The expected output is each line in the data below that includes the string "Saint".

=======

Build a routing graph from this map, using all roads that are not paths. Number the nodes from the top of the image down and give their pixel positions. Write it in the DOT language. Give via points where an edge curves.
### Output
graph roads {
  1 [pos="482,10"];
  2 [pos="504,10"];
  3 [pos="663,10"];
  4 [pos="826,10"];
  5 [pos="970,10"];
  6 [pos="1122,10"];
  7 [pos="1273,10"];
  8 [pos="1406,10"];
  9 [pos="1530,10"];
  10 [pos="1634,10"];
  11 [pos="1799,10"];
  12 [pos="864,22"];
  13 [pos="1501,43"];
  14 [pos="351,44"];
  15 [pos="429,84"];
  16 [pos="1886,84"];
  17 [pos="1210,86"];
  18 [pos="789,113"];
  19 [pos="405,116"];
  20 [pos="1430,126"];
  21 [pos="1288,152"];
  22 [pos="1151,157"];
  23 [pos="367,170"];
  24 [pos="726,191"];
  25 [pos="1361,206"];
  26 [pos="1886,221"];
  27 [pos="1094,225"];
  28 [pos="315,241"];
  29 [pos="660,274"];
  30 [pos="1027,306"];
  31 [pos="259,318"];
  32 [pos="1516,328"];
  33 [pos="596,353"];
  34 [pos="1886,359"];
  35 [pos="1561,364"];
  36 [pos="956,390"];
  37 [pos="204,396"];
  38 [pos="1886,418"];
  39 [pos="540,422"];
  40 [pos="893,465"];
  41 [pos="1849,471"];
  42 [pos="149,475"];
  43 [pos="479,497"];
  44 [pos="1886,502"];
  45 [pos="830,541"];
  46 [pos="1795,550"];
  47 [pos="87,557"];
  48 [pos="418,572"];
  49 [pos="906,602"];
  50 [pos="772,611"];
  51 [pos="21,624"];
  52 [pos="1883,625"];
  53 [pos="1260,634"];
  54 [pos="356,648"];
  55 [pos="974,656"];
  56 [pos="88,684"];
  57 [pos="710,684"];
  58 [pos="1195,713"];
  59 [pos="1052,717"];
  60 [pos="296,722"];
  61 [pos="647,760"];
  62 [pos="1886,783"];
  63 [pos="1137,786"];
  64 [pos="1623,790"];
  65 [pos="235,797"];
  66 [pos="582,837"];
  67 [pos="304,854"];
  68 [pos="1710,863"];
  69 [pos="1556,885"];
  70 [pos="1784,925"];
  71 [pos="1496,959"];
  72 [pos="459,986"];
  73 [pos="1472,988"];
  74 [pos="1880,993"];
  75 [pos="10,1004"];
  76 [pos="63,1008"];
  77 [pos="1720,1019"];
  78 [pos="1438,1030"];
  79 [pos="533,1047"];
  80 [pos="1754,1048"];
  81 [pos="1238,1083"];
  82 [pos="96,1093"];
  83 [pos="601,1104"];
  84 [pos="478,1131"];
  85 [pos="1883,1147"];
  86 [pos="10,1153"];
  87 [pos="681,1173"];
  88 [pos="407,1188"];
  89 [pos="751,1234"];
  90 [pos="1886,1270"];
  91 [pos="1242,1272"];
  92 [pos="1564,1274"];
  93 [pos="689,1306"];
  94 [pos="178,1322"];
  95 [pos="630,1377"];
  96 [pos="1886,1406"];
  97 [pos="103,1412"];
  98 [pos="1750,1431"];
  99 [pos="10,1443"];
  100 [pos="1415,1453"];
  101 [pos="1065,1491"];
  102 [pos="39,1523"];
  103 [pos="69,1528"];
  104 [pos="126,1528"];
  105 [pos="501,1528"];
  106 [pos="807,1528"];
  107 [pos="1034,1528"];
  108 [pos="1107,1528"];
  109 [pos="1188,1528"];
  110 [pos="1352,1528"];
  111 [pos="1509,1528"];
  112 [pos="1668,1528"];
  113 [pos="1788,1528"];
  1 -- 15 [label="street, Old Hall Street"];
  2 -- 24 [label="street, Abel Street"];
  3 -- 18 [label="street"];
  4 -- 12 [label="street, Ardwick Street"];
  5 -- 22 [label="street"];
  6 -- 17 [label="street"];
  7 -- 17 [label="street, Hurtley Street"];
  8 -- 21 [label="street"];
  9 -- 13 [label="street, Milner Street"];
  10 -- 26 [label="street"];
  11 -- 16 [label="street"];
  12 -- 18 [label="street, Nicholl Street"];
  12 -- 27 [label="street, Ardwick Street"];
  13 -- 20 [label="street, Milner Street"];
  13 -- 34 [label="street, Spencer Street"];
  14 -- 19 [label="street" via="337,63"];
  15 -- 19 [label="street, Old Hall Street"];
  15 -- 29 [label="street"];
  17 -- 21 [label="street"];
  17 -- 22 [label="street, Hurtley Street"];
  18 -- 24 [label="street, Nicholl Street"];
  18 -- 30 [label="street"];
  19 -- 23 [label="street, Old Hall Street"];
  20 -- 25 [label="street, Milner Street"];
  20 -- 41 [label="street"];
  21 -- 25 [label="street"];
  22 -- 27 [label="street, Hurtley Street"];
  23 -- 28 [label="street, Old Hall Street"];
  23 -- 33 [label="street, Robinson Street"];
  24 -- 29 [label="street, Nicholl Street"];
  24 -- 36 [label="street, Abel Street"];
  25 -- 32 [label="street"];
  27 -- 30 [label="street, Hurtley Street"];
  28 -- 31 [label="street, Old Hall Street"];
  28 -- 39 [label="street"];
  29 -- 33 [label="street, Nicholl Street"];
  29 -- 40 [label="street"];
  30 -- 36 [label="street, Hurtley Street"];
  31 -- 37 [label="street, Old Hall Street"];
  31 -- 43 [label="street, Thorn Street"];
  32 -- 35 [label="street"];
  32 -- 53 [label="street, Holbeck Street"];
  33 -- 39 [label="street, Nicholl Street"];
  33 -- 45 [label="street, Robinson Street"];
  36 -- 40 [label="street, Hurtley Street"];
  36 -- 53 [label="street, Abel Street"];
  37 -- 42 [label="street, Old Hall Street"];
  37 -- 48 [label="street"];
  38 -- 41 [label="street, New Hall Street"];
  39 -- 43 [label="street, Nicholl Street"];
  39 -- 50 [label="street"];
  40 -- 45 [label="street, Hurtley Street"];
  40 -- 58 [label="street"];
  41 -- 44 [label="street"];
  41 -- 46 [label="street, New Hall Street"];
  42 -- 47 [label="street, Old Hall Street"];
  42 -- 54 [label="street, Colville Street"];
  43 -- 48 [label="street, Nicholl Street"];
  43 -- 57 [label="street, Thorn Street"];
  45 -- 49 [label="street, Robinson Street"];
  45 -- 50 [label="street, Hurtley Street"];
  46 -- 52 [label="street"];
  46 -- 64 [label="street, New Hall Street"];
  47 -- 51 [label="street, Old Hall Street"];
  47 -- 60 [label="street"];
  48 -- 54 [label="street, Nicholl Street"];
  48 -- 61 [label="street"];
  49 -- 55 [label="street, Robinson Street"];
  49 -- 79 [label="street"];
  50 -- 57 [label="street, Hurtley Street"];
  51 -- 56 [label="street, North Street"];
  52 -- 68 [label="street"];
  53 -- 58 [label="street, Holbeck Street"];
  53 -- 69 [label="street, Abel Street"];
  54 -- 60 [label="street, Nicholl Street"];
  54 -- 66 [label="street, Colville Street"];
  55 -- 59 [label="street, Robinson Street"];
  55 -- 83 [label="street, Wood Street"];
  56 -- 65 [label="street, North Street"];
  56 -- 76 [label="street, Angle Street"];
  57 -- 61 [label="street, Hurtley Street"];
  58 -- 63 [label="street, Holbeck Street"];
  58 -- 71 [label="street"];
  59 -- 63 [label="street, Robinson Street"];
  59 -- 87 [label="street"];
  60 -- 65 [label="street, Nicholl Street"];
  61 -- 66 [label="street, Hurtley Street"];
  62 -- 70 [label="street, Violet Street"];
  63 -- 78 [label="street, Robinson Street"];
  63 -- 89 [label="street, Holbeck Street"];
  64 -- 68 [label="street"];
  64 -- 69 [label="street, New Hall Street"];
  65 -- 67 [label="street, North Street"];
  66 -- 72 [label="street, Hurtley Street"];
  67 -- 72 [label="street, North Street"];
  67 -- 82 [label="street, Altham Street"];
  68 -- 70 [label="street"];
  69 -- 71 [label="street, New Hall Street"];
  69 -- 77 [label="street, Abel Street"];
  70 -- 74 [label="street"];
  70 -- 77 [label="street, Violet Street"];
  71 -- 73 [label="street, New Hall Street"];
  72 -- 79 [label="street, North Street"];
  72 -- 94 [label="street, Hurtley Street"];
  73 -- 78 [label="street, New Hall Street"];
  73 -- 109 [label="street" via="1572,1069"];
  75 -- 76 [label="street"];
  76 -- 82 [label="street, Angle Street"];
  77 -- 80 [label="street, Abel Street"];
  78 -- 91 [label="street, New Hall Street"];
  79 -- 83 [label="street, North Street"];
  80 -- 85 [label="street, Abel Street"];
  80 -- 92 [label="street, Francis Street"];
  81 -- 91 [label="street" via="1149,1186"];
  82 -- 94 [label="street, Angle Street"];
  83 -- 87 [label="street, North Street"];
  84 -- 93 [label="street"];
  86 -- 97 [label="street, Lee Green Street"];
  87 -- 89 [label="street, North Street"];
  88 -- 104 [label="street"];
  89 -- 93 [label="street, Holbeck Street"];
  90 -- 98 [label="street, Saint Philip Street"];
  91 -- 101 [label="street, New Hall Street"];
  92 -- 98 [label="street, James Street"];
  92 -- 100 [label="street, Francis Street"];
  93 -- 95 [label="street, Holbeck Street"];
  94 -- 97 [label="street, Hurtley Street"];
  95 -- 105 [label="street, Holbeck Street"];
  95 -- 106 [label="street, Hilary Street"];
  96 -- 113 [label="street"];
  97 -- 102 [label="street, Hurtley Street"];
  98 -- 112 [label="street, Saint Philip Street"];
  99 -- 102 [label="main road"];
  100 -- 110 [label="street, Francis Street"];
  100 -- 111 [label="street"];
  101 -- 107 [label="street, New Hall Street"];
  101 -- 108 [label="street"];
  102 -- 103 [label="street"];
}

=======

**Solved problem:**
  90 -- 98 [label="street, Saint Philip Street"];
  98 -- 112 [label="street, Saint Philip Street"];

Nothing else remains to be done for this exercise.